MTA, Patient Groups, and Criteria for Protocol Equivalence

The MTA was calculated on the basis of a blood dose threshold of 2 Gy and an activity threshold of 3.0 or 4.4 GBq retained in the whole-body at 48 h in the presence or absence of diffuse pulmonary uptake, respectively. For each protocol, the blood dose per administered activity and the 48-h whole-body retention (R₄₈) were used to determine the respective critical therapy activity. More precisely, 2 Gy divided by BDpA yielded the critical activity for possible bone marrow toxicity and 3.0 or 4.4 GBq divided by R₄₈ yielded the critical activities for possible lung toxicities. The lowest critical therapy activity was taken as the MTA.
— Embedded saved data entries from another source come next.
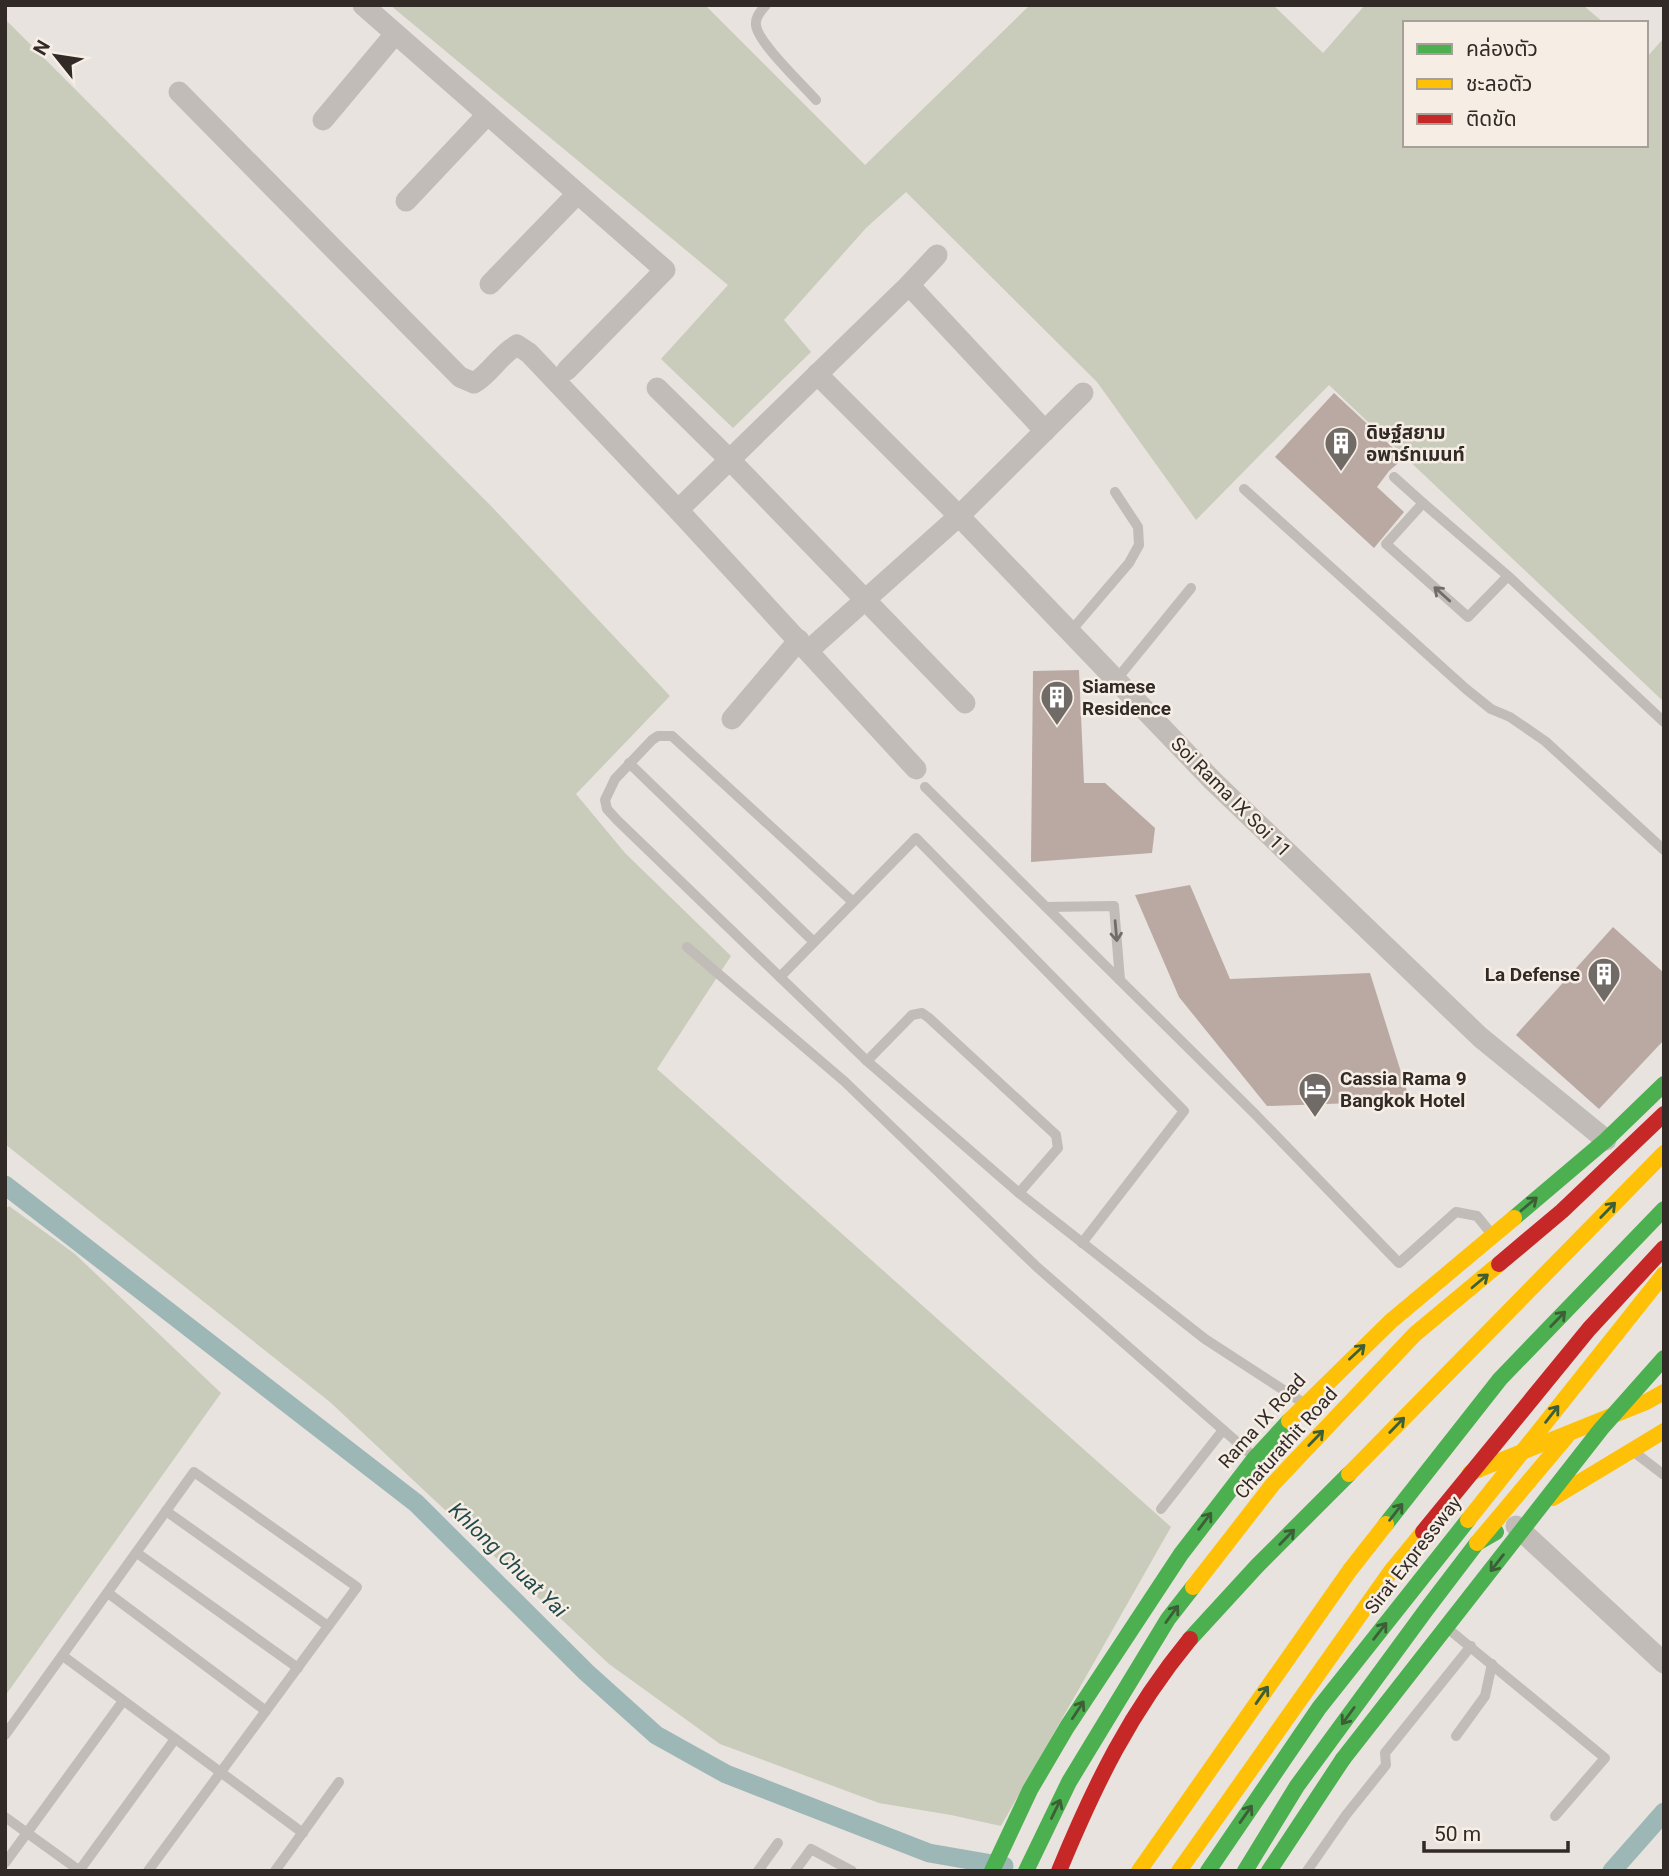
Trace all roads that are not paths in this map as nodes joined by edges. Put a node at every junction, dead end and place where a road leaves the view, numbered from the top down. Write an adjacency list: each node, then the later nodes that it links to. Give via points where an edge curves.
1 (363, 5): 4 (street)
2 (749, 5): 3 (lane)
3 (762, 9): 6 (lane, via 756,25 761,40)
4 (395, 34): 7 (street); 8 (street)
5 (179, 92): 24 (street, via 460,377 474,383 517,345)
6 (816, 100)
7 (487, 115): 9 (street); 10 (street)
8 (323, 120)
9 (577, 194): 12 (street); 14 (street, via 665,270)
10 (406, 201)
11 (937, 256): 13 (street)
12 (491, 284)
13 (909, 285): 15 (street); 18 (street)
14 (567, 370)
15 (817, 374): 19 (street); 25 (street, Soi Rama IX Soi 11)
16 (657, 388): 19 (street)
17 (1083, 393): 18 (street)
18 (1045, 431): 25 (street)
19 (729, 459): 24 (street); 28 (street)
20 (1394, 477): 23 (lane)
21 (1244, 489): 37 (lane, via 1466,689 1545,741)
22 (1115, 492): 29 (lane, via 1138,527 1139,545)
23 (1423, 503): 26 (lane); 26 (lane, one-way to 23, via 1468,617 1386,544)
24 (678, 510): 30 (street)
25 (959, 516): 28 (street); 29 (street, Soi Rama IX Soi 11)
26 (1508, 576): 34 (lane)
27 (1191, 588): 31 (lane)
28 (864, 600): 30 (street); 32 (street)
29 (1070, 632): 31 (street, Soi Rama IX Soi 11)
30 (804, 645): 33 (street); 36 (street)
31 (1116, 680): 47 (street, Soi Rama IX Soi 11, via 1213,781 1480,1037)
32 (965, 703)
33 (732, 719)
34 (1664, 722)
35 (629, 763): 38 (lane, via 658,736 672,736); 40 (lane); 42 (lane, via 615,779 605,800 607,809)
36 (921, 778): 39 (lane)
37 (1664, 849)
38 (853, 902): 40 (lane); 52 (lane, via 916,838 1184,1111)
39 (1046, 907): 43 (lane); 43 (lane, one-way to 43, via 1114,906)
40 (814, 942): 42 (lane)
41 (687, 947): 58 (lane, via 844,1081 1037,1267)
42 (780, 977): 44 (lane)
43 (1120, 980): 51 (lane, via 1399,1263 1456,1212 1477,1216)
44 (867, 1061): 49 (lane); 49 (lane, via 912,1014 929,1018 1056,1135 1058,1148)
45 (1664, 1084): 47 (main road, Rama IX Road)
46 (1664, 1114): 98 (main road, Chaturathit Road, one-way to 46, bridge, via 1069,1782 1168,1619 1273,1484 1415,1335 1562,1211)
47 (1606, 1140): 50 (main road); 51 (main road, Rama IX Road, one-way to 47)
48 (1664, 1153): 99 (main road, one-way to 48, bridge, via 1122,1734 1165,1671 1222,1603)
49 (1019, 1193): 52 (lane)
50 (1650, 1210): 100 (main road, one-way to 50, via 1350,1570 1500,1379)
51 (1492, 1234): 57 (main road, Rama IX Road, one-way to 51)
52 (1082, 1243): 57 (lane, via 1205,1339)
53 (1664, 1248): 63 (main road, via 1589,1329)
54 (1664, 1274): 102 (main road, Sirat Expressway, one-way to 54, bridge, via 1318,1708)
55 (1664, 1358): 104 (main road, one-way to 104, bridge, via 1601,1429 1343,1759)
56 (1664, 1392): 60 (main road)
57 (1304, 1404): 62 (main road, Rama IX Road)
58 (1223, 1430): 62 (lane); 65 (lane)
59 (1664, 1430): 61 (main road)
60 (1571, 1432): 63 (main road); 68 (main road)
61 (1632, 1450): 64 (lane); 67 (main road)
62 (1255, 1458): 97 (main road, Rama IX Road, one-way to 62, via 1030,1790 1088,1694 1181,1553)
63 (1470, 1473): 101 (main road, via 1391,1571)
64 (1664, 1475)
65 (1161, 1509)
66 (166, 1511): 69 (lane); 72 (lane); 72 (lane, via 194,1472 357,1587)
67 (1512, 1522): 68 (main road); 75 (street)
68 (1477, 1544): 71 (main road)
69 (136, 1553): 70 (lane); 77 (lane)
70 (108, 1593): 74 (lane); 79 (lane)
71 (1426, 1610): 73 (lane); 103 (main road, one-way to 103, via 1297,1786)
72 (328, 1626): 77 (lane)
73 (1471, 1646): 76 (lane); 105 (lane, via 1385,1752 1387,1765)
74 (63, 1656): 78 (lane); 80 (lane)
75 (1664, 1663)
76 (1492, 1664): 81 (lane, via 1485,1696); 85 (lane, via 1605,1758)
77 (298, 1668): 79 (lane)
78 (123, 1701): 82 (lane); 87 (lane)
79 (266, 1711): 83 (lane)
80 (5, 1735)
81 (1456, 1736)
82 (175, 1739): 83 (lane); 91 (lane)
83 (220, 1772): 88 (lane); 92 (lane)
84 (339, 1782): 88 (lane)
85 (1555, 1816)
86 (5, 1817): 87 (lane)
87 (27, 1833): 90 (lane); 91 (lane)
88 (303, 1833): 93 (lane)
89 (778, 1843): 94 (lane)
90 (5, 1863)
91 (79, 1871)
92 (148, 1871)
93 (275, 1871)
94 (758, 1871)
95 (795, 1871): 96 (lane, via 811,1849)
96 (852, 1871)
97 (992, 1871)
98 (1026, 1871)
99 (1059, 1871)
100 (1139, 1871)
101 (1179, 1871)
102 (1208, 1871)
103 (1245, 1871)
104 (1269, 1871)
105 (1307, 1871)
The patients were categorized into 2 patient groups. The first patient group comprised individuals who had not undergone any radioiodine therapies (group before treatment). The patients in the second group had undergone one or more radioiodine therapies (group after treatment). For each patient, the reference MTA and the residence time ratio (τ_BS/τ_WC) were determined using the reference protocol, and the mean residence time ratio was calculated for each patient group. Thereafter, the estimated MTAs derived from using the 12 simplified protocols and the SOP protocol were determined.

Comparisons between simplified protocols or SOP protocol and the reference protocols were assessed using the percentage MTA deviation from reference MTA and Lin’s concordance correlation coefficients (ρ_c). For each protocol, the percentage MTA deviation was illustrated using box plots, and the percentage of patients with percentage MTA deviations within the margin of ± 20%, the mean absolute percentage MTA deviation, and the absolute maximum percentage deviation were determined. A simplified protocol was considered equivalent to the reference protocol when both the estimated MTAs of 95% of the patients were within the ±20% deviation range and the maximum absolute percentage MTA deviation did not exceed the limit of 30% in a few cases. Lin’s concordance correlation coefficient along with the 2-sided lower and upper 95% confidence intervals were used to assess the strength of protocol agreement. With respect to a previous study (13), we applied Partik’s criteria, which designates ρ_c values >0.95 as excellent and >0.90 as very good.

Statistics

The descriptive statistics included the mean, median, SD, minimum, and maximum, which are provided in the following form: mean (median) ± SD (minimum to maximum). The correlation between different quantities was evaluated using the Pearson correlation coefficient; a significance level (P value) of <5% was considered statistically significant.